What is being asked ->
An exact transcription of every entry is required, with the images left out.

Supplied information ->
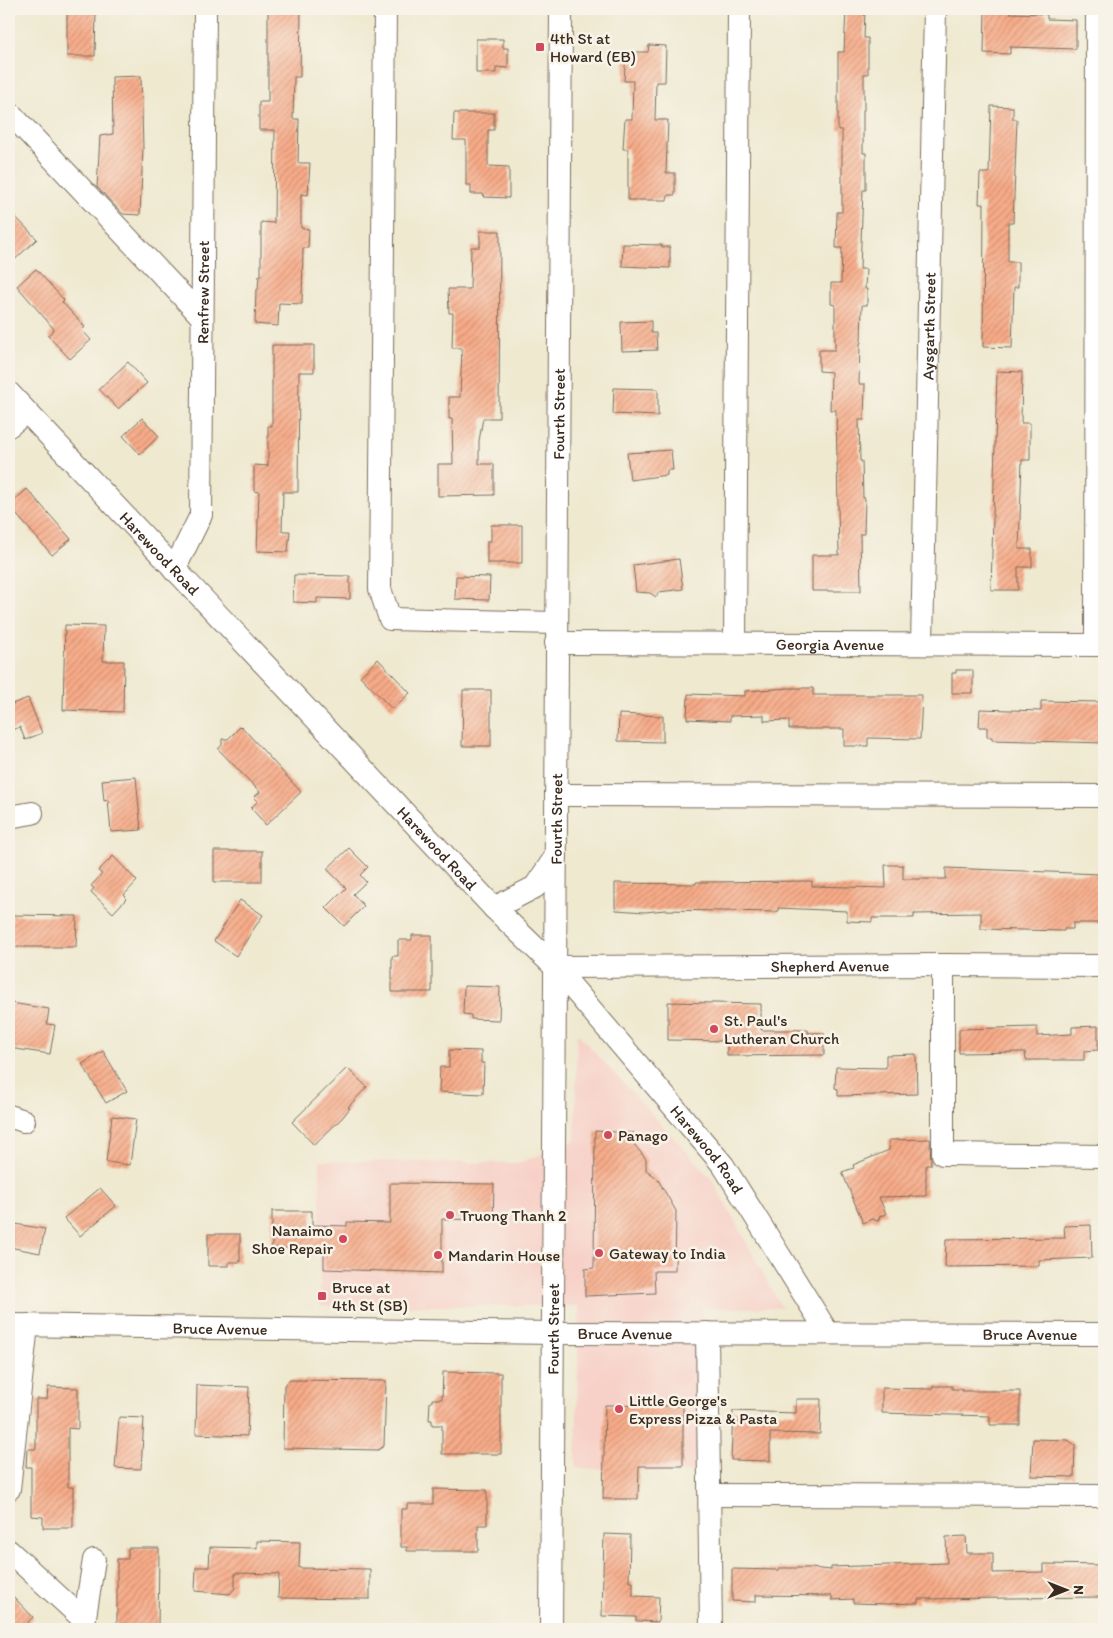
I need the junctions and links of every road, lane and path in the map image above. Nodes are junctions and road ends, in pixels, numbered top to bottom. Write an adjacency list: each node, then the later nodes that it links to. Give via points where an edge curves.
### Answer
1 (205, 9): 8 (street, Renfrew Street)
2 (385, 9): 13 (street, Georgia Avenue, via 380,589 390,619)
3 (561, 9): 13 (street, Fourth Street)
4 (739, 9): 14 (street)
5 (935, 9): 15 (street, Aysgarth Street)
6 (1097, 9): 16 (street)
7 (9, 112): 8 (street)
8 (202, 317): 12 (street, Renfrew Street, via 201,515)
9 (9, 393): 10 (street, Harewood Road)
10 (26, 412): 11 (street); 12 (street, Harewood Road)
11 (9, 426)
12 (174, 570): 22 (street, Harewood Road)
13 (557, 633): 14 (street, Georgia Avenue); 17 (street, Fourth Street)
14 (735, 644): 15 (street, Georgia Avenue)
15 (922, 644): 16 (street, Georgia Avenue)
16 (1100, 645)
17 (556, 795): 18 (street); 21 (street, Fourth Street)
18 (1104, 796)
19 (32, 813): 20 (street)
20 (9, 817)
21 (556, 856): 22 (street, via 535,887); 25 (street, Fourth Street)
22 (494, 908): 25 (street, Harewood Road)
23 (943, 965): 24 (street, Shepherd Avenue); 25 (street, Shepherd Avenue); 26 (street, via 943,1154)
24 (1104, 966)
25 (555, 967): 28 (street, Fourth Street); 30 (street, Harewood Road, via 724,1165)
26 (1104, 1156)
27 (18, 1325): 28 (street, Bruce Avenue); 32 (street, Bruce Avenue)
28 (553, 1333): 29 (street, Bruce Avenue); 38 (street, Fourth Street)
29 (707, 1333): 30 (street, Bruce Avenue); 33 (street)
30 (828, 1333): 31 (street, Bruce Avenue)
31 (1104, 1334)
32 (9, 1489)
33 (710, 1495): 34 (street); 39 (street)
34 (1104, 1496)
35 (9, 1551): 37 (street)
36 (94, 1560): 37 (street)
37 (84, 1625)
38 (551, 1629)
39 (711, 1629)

Task output ->
I need the junctions and links of every road, lane and path in the map image above. Nodes are junctions and road ends, in pixels, numbered top to bottom. Write an adjacency list: each node, then the later nodes that it links to. Give via points where an edge curves.
### Answer
1 (205, 9): 8 (street, Renfrew Street)
2 (385, 9): 13 (street, Georgia Avenue, via 380,589 390,619)
3 (561, 9): 13 (street, Fourth Street)
4 (739, 9): 14 (street)
5 (935, 9): 15 (street, Aysgarth Street)
6 (1097, 9): 16 (street)
7 (9, 112): 8 (street)
8 (202, 317): 12 (street, Renfrew Street, via 201,515)
9 (9, 393): 10 (street, Harewood Road)
10 (26, 412): 11 (street); 12 (street, Harewood Road)
11 (9, 426)
12 (174, 570): 22 (street, Harewood Road)
13 (557, 633): 14 (street, Georgia Avenue); 17 (street, Fourth Street)
14 (735, 644): 15 (street, Georgia Avenue)
15 (922, 644): 16 (street, Georgia Avenue)
16 (1100, 645)
17 (556, 795): 18 (street); 21 (street, Fourth Street)
18 (1104, 796)
19 (32, 813): 20 (street)
20 (9, 817)
21 (556, 856): 22 (street, via 535,887); 25 (street, Fourth Street)
22 (494, 908): 25 (street, Harewood Road)
23 (943, 965): 24 (street, Shepherd Avenue); 25 (street, Shepherd Avenue); 26 (street, via 943,1154)
24 (1104, 966)
25 (555, 967): 28 (street, Fourth Street); 30 (street, Harewood Road, via 724,1165)
26 (1104, 1156)
27 (18, 1325): 28 (street, Bruce Avenue); 32 (street, Bruce Avenue)
28 (553, 1333): 29 (street, Bruce Avenue); 38 (street, Fourth Street)
29 (707, 1333): 30 (street, Bruce Avenue); 33 (street)
30 (828, 1333): 31 (street, Bruce Avenue)
31 (1104, 1334)
32 (9, 1489)
33 (710, 1495): 34 (street); 39 (street)
34 (1104, 1496)
35 (9, 1551): 37 (street)
36 (94, 1560): 37 (street)
37 (84, 1625)
38 (551, 1629)
39 (711, 1629)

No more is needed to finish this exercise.